Wpis z mikrobloga

Podebrane z wpisu #janinadaily na fb:

Pod wczorajszym postem o tych, dla których "najbardziej depresyjny dzień w roku" nie jest tylko kartką z kalendarza i nie skończy sie równo o północy pojawiły sie... no właśnie, takie typowe zlote rady dla wszystkich chorych, którzy Jezu, użalają się nad sobą (a mogliby przestać), a przecież wystarczy wziąć się w garść i zjeść orzecha, bo orzechy leczą z wszystkich psychoz. W związku z tym przypominam jeszcze jeden tekst, o tym jak (nie) wspierać osób chorujących.
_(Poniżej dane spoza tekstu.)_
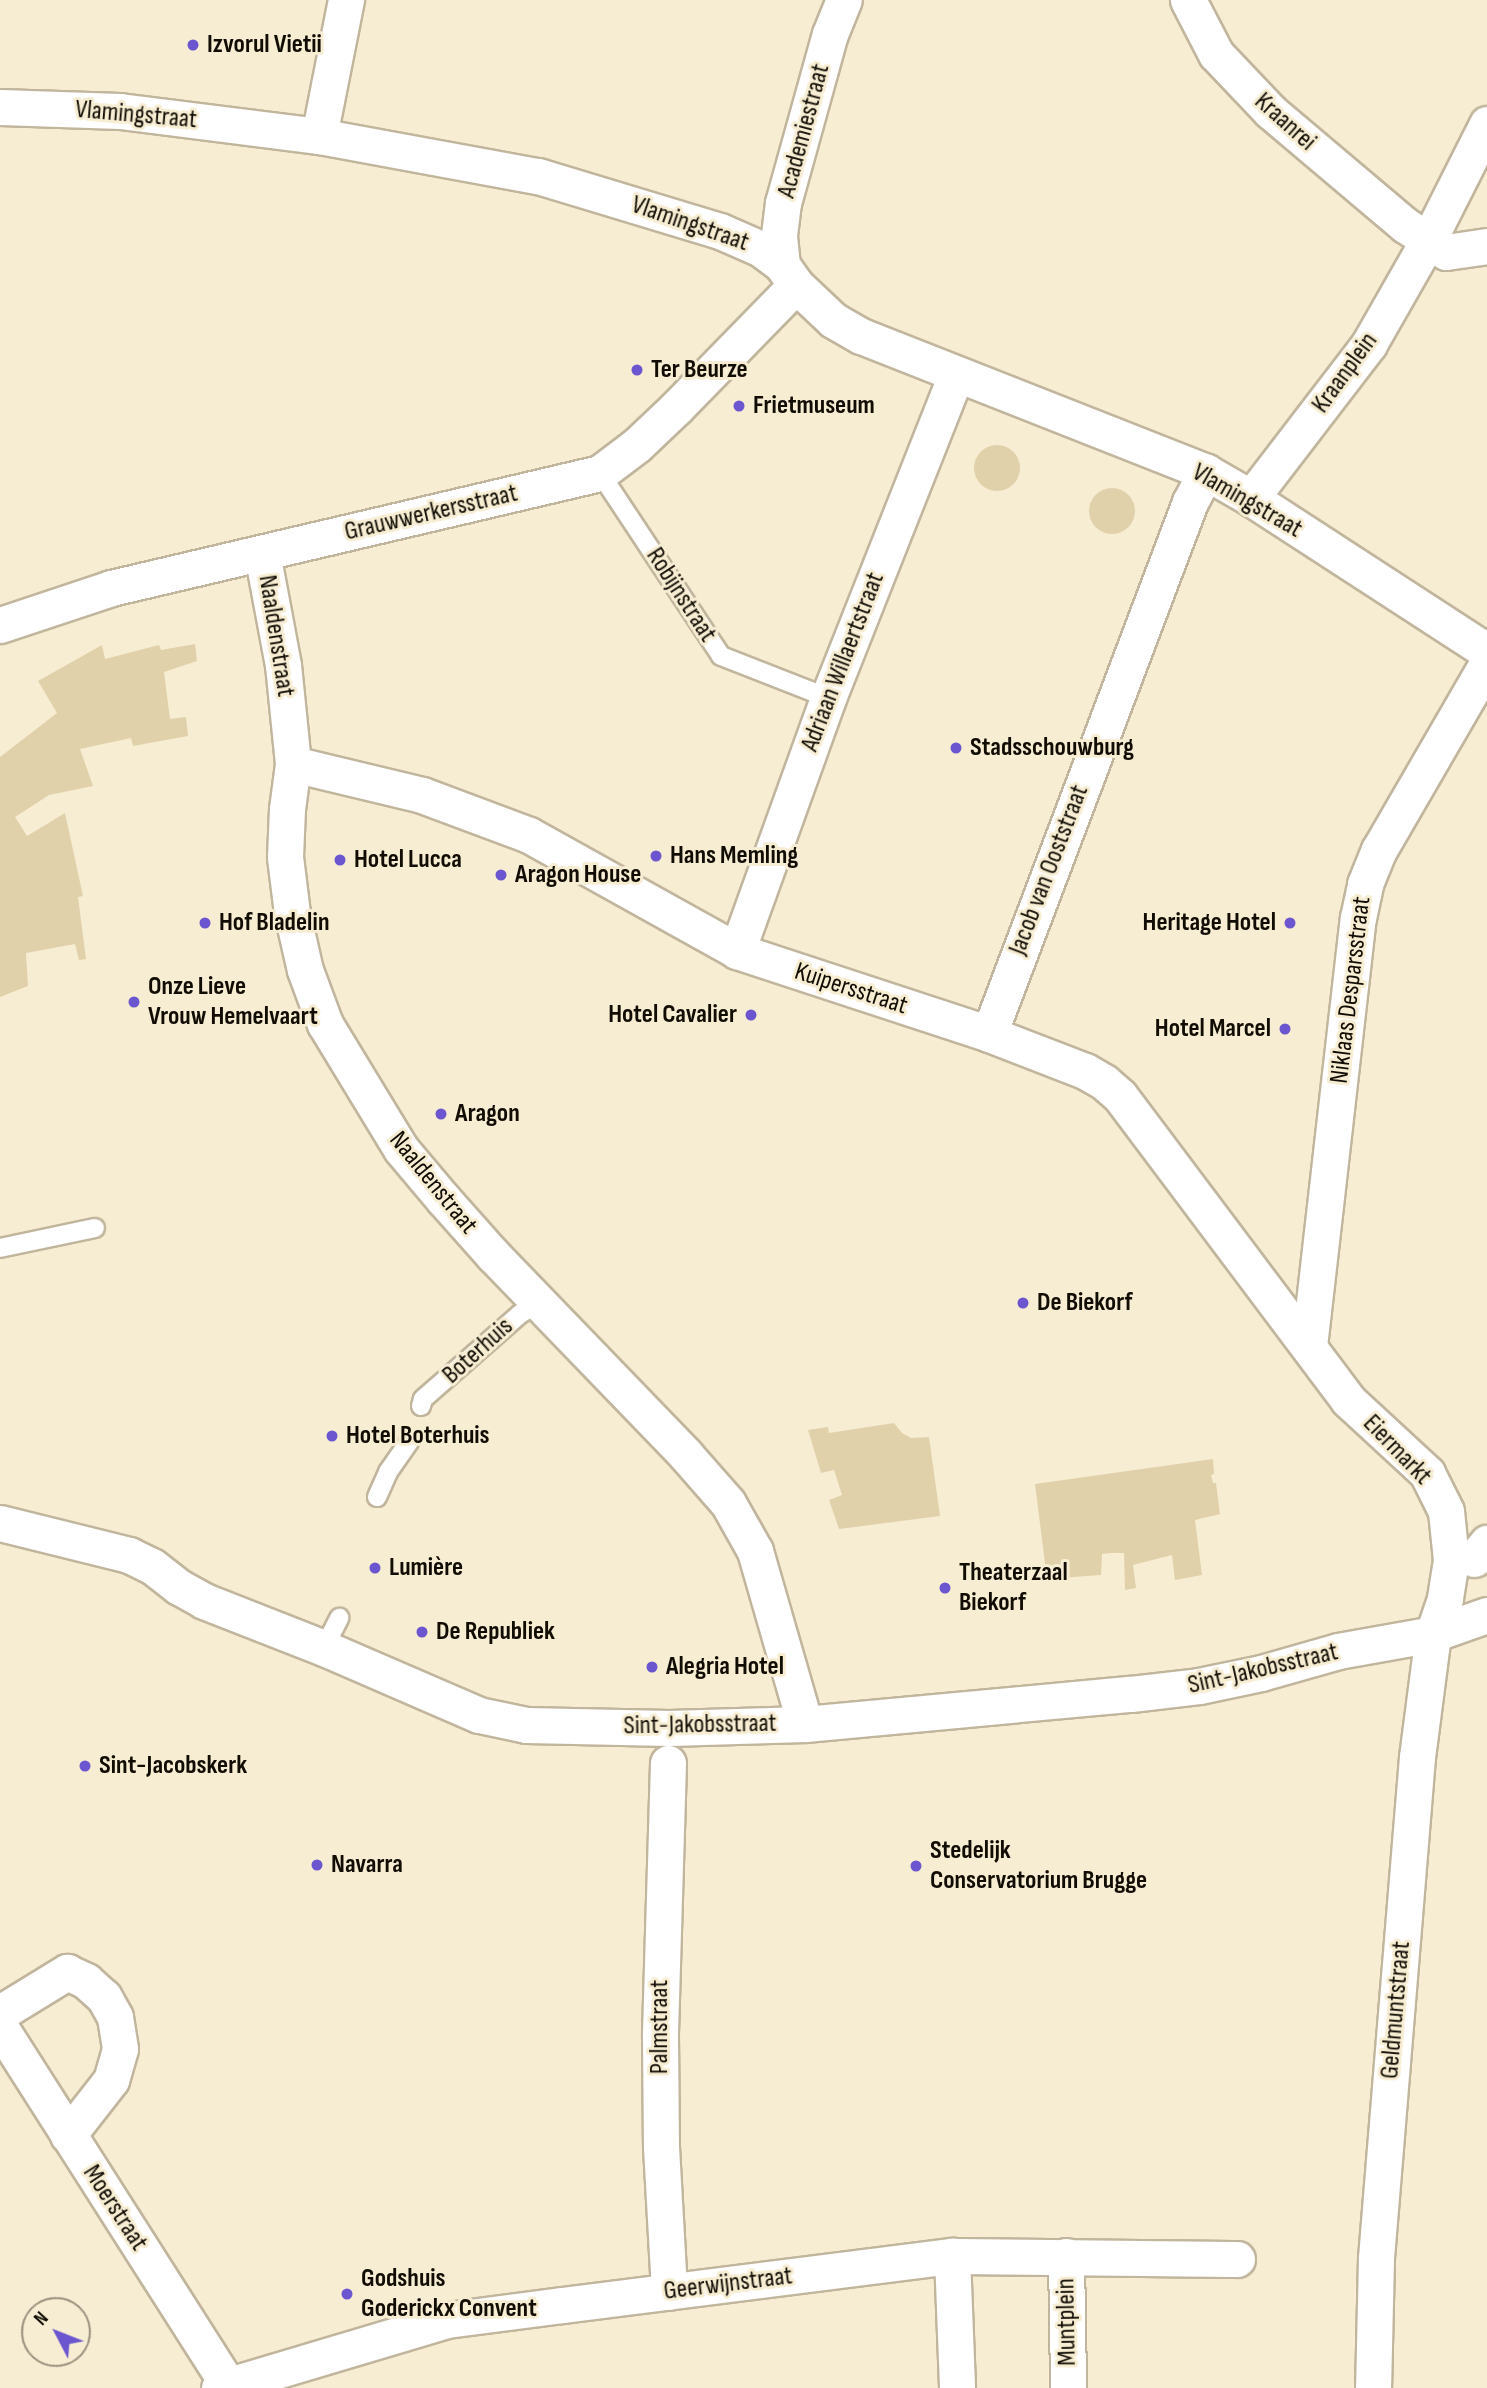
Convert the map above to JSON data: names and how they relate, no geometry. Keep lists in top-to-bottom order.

To było tak, że Karol szedł ulicą, szedł i nagle potknął się o coś leżącego na chodniku, do końca nie wiadomo o co, ale najpewniej o zdrowy rozsądek, który już dawno w naszym społeczeństwie sięgnął bruku. No i co Wam powiem, Karol się wywalił. Runął jak płaszczka na kostkę brukową, jęknął dwa razy, leży. Oglądał wystarczająco wiele razy „Szpital” na Tewałenie, by wiedzieć, że ma krwotok wewnętrzny i trochę też wiedział to dlatego, że ojezuchryste, jak bardzo go bolało. Na szczęście Karol miał... nie, nie lekarza. Przyjaciół Karol miał. I wiecie, Karol tak leży i przychodzi jego sąsiad Mirosław, i mówi: „cześć, Karol, co słychać?”, a Karol mówi: „a wiesz, Mirek, dość słabo, krwotok wewnętrzny mam, wstać nie mogę”, a Mirek na to mówi, że „wiesz, Karol, ja miałem kiedyś taką koleżankę...”. Bo wiecie, wszystkie rzetelne dyskusje merytoryczne tak się właśnie zaczynają w naszym kraju – od tego, że ktoś miał kiedyś taką koleżankę.
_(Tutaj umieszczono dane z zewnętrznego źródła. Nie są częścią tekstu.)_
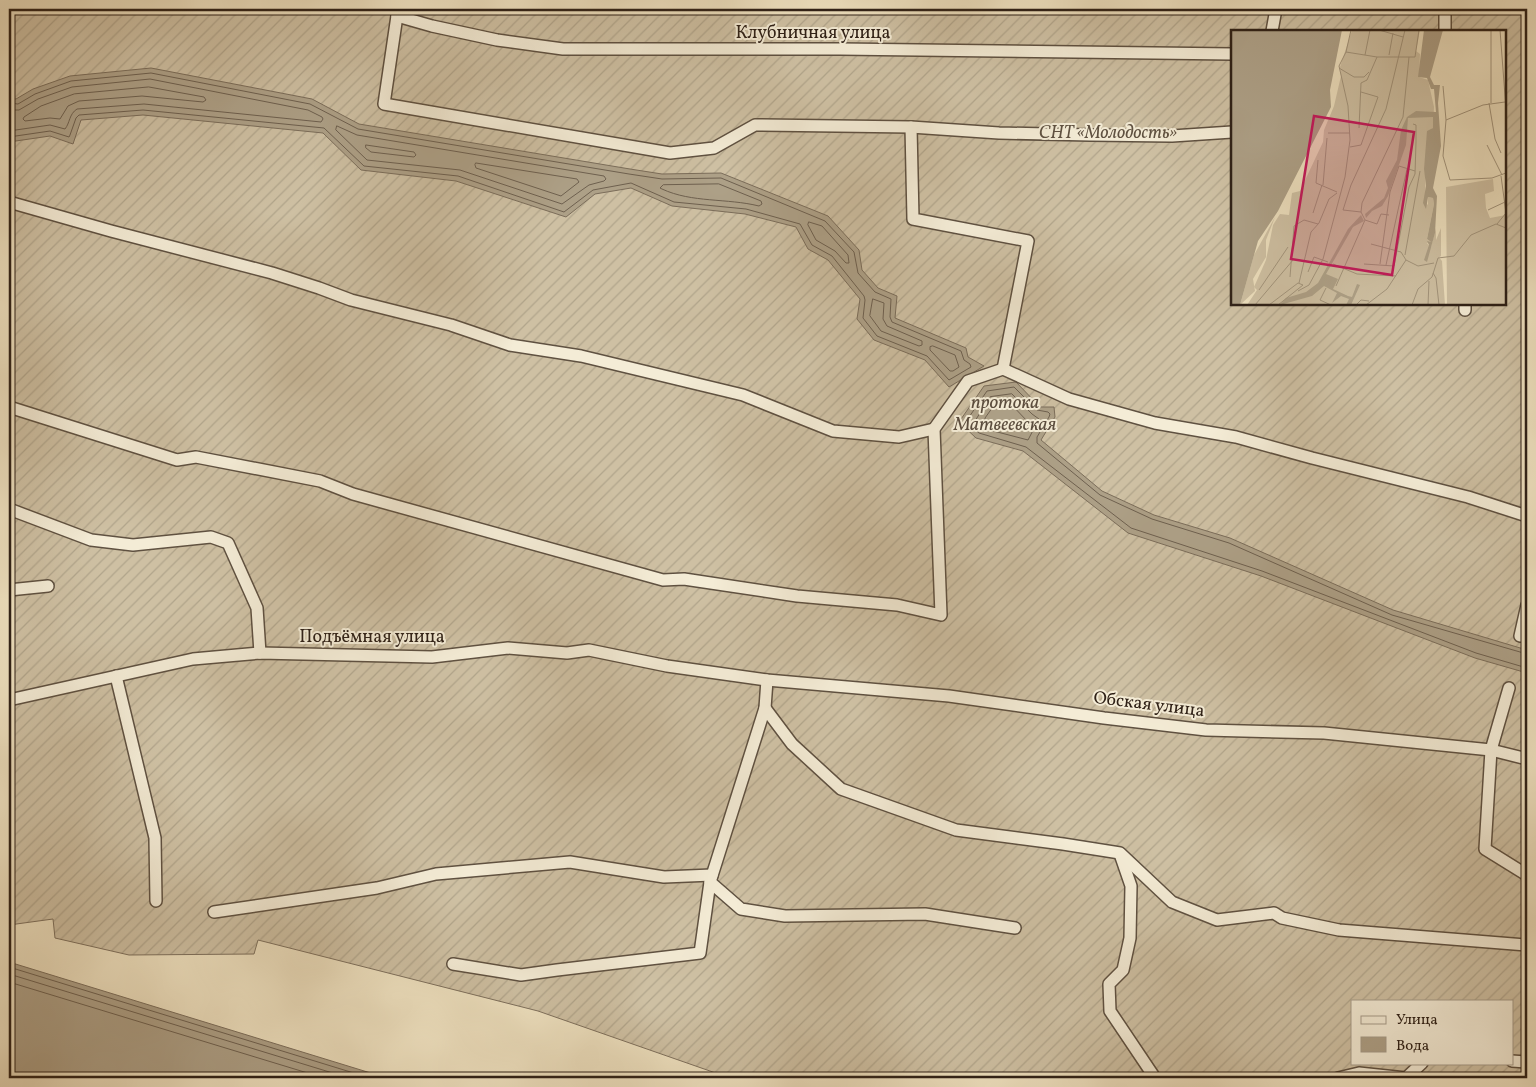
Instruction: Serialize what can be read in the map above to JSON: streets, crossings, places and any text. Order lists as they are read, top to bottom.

No i Mirek miał kiedyś taką koleżankę i ona miała koleżankę, i ta koleżanka czytała w gazecie, że na krwotok wewnętrzny to najlepsze jest jedzenie orzechów, bo one mają dużo takiego czegoś, aminokwasu czy tam innej witaminy, co to nikt z nas nie wie, co to jest, bo ma bardzo długą nazwę, więc na pewno działa. I wiecie co? I Karol zjadł orzecha. I umarł.
Głupi ten Mirek, nie? Człowiek ma krwotok wewnętrzny, a ten mu sugeruje zjedzenie orzecha. Niemniej to jest historia prawdziwa i takich historii codziennie wydarza się mnóstwo. To jest historia o ludziach ciężko chorych, którzy otrzymują dobre rady, by jeść orzechy, wziąć się w garść, nadać sobie indiańskie imię (to Beata Pawlikowska) albo „mówić do siebie fajnymi głosami” (to Mateusz Grzesiak).
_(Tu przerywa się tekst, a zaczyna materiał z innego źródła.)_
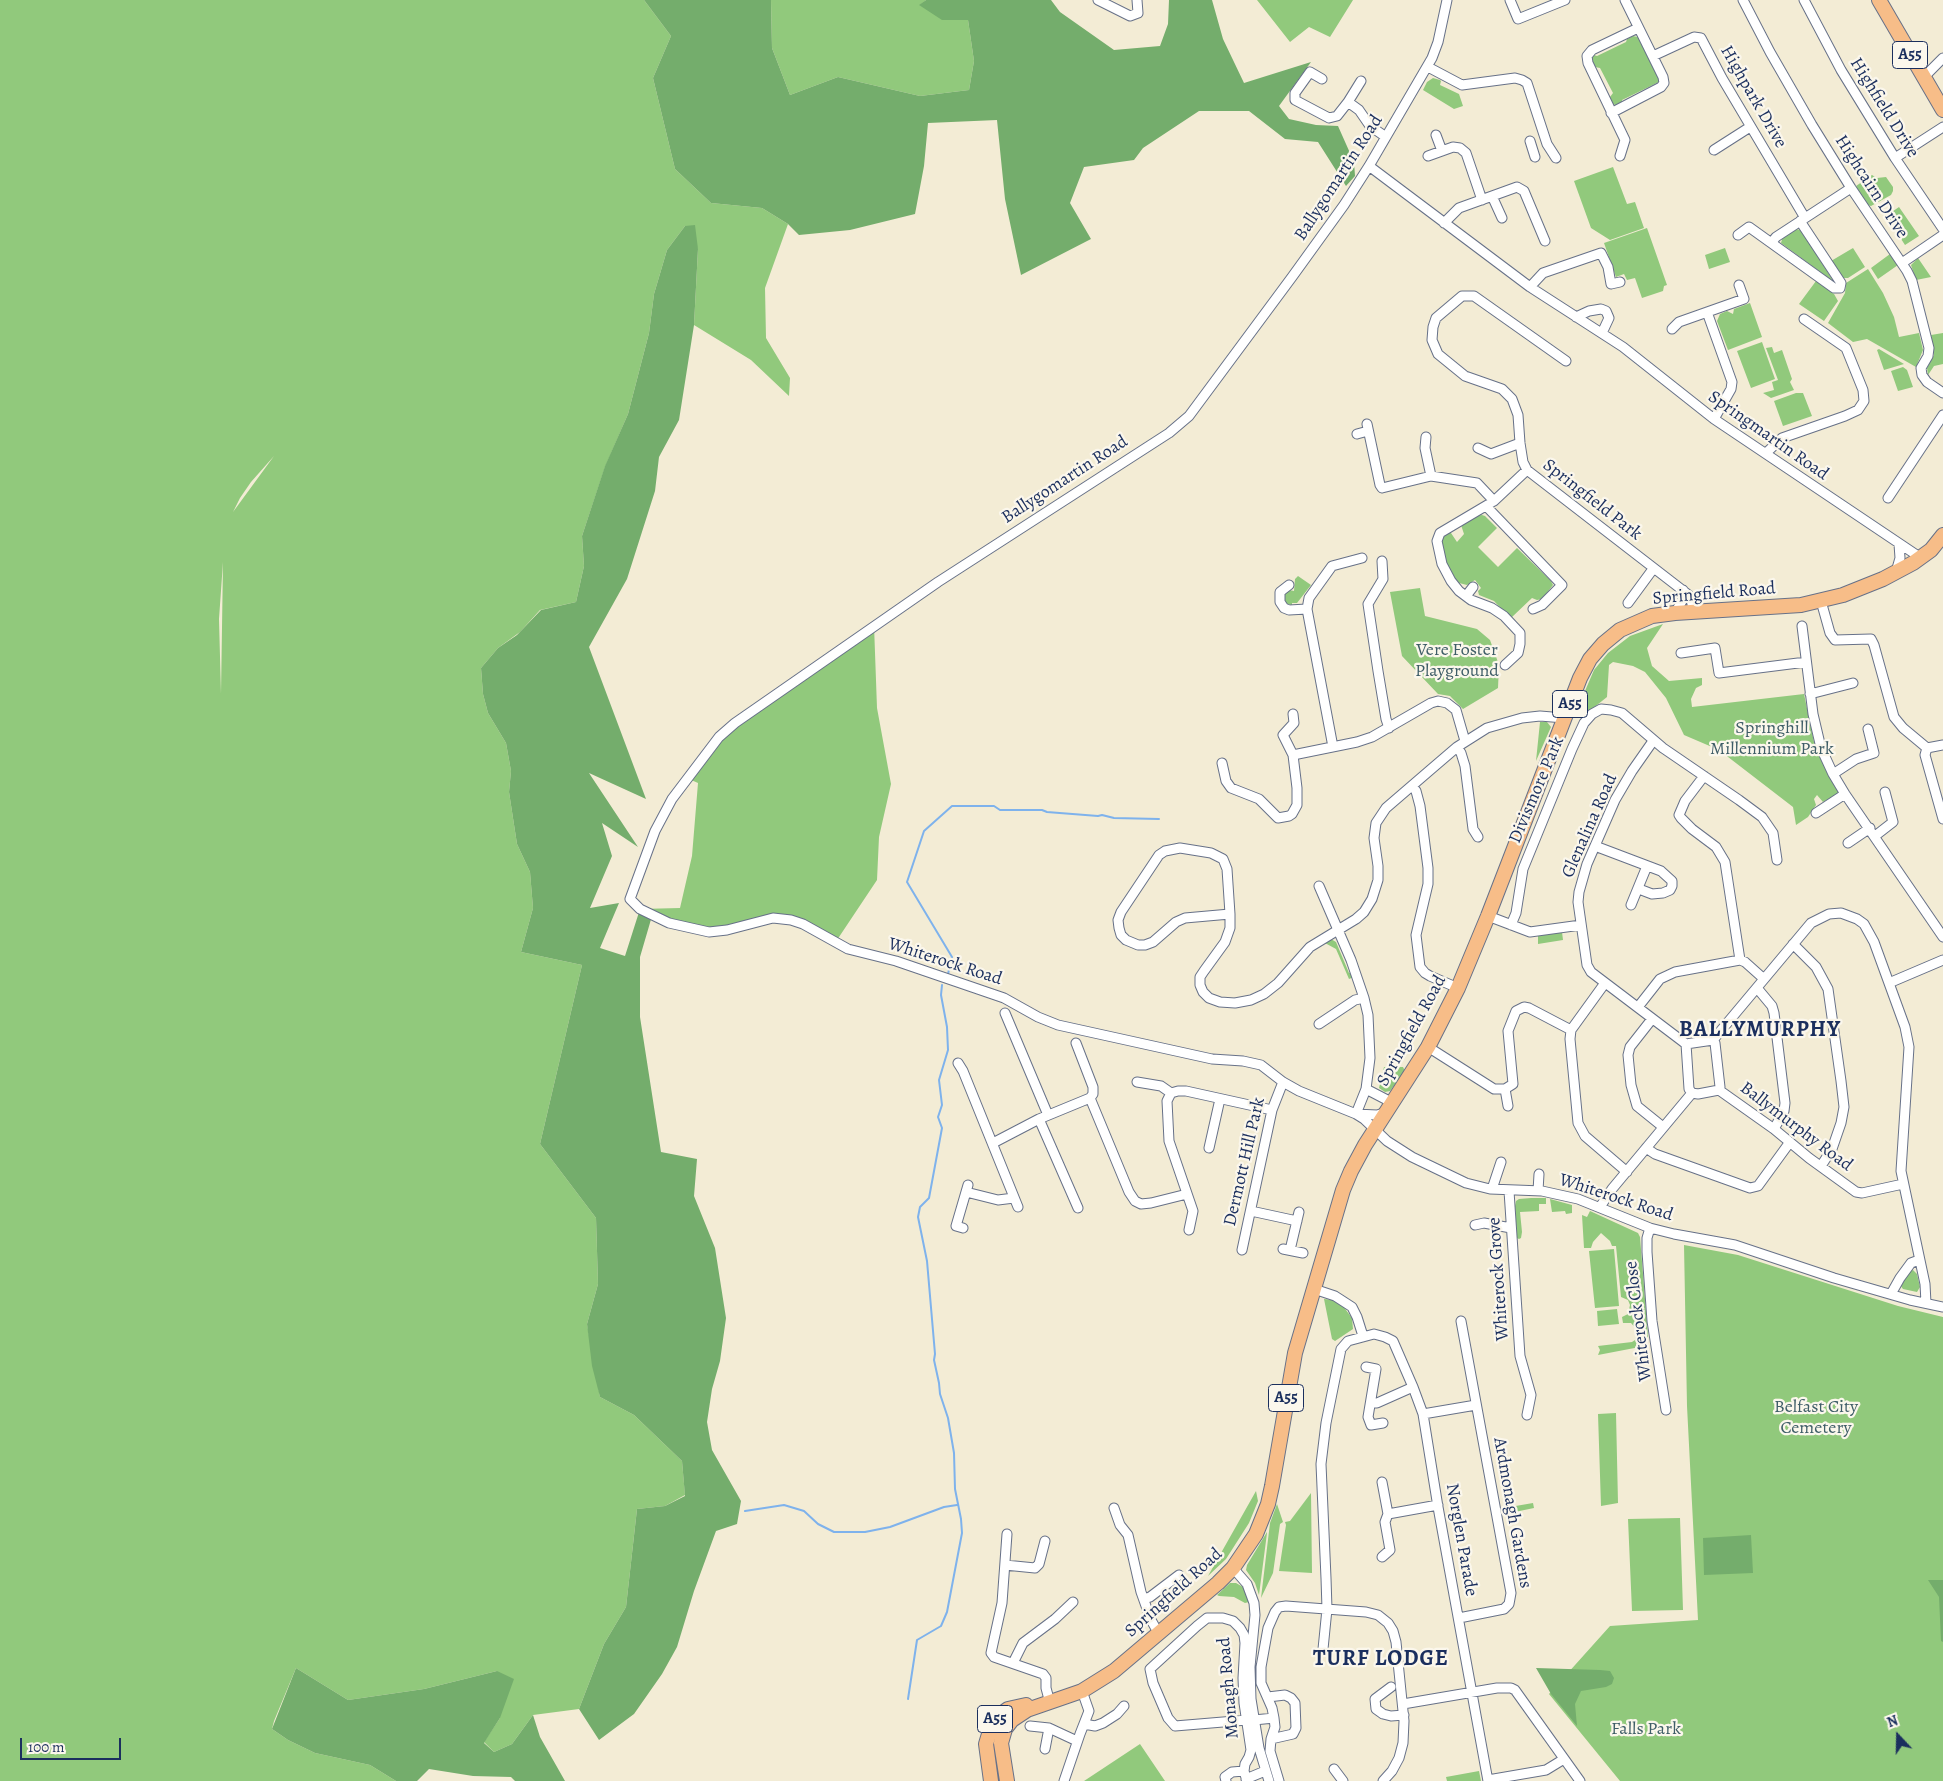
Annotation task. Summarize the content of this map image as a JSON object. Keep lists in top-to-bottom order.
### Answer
{
  "streets": {
    "highway": ["A55", "Springfield Road"],
    "street": [
      "Highpark Drive",
      "Highfield Drive",
      "Ballygomartin Road",
      "Highcairn Drive",
      "Springmartin Road",
      "Springfield Park",
      "Divismore Park",
      "Glenalina Road",
      "Whiterock Road",
      "Ballymurphy Road",
      "Dermott Hill Park",
      "Whiterock Grove",
      "Whiterock Close",
      "Ardmonagh Gardens",
      "Norglen Parade",
      "Monagh Road"
    ]
  },
  "crossings": [
    ["A55", "Springfield Road"],
    ["Ballygomartin Road", "Springmartin Road"],
    ["Ballygomartin Road", "Whiterock Road"],
    ["Springmartin Road", "Springfield Road"],
    ["Springfield Park", "Springfield Road"],
    ["Springfield Road", "Whiterock Road"],
    ["Divismore Park", "Glenalina Road"],
    ["Whiterock Road", "Dermott Hill Park"],
    ["Whiterock Road", "Whiterock Grove"],
    ["Whiterock Road", "Whiterock Close"],
    ["Ardmonagh Gardens", "Norglen Parade"]
  ],
  "districts": ["BALLYMURPHY", "TURF LODGE"],
  "parks": [
    "Vere Foster Playground",
    "Springhill Millennium Park",
    "Belfast City Cemetery",
    "Falls Park"
  ],
  "scale_bar": "100 m",
  "north": "top"
}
O człowieku z epizodami maniakalnymi, któremu poradzono kupić sobie psa i chodzić z nim na spacery, to wyzdrowieje.
I tym, któremu po dwóch latach bezsenności wyjaśniono, że musi po prostu jeść więcej orzechów, bo koleżanka to ma koleżankę, co po orzechach lepiej śpi.
No i oczywiście – klasyk gatunku – tych wszystkich, którzy leżą w łóżku z depresją, zamiast po prostu wziąć się w garść i przestać się nad sobą użalać.
Przecież w gruncie rzeczy, jak się nad tym pomyśli, to zaburzenia psychiczne to taki trochę krwotok wewnętrzny dla emocji i rozumienia. Niewidoczny dla innych, bardzo bolesny, czasem śmiertelny. Nie zawsze musimy wiedzieć, co powiedzieć, ale warto zawsze pamiętać, czego nie.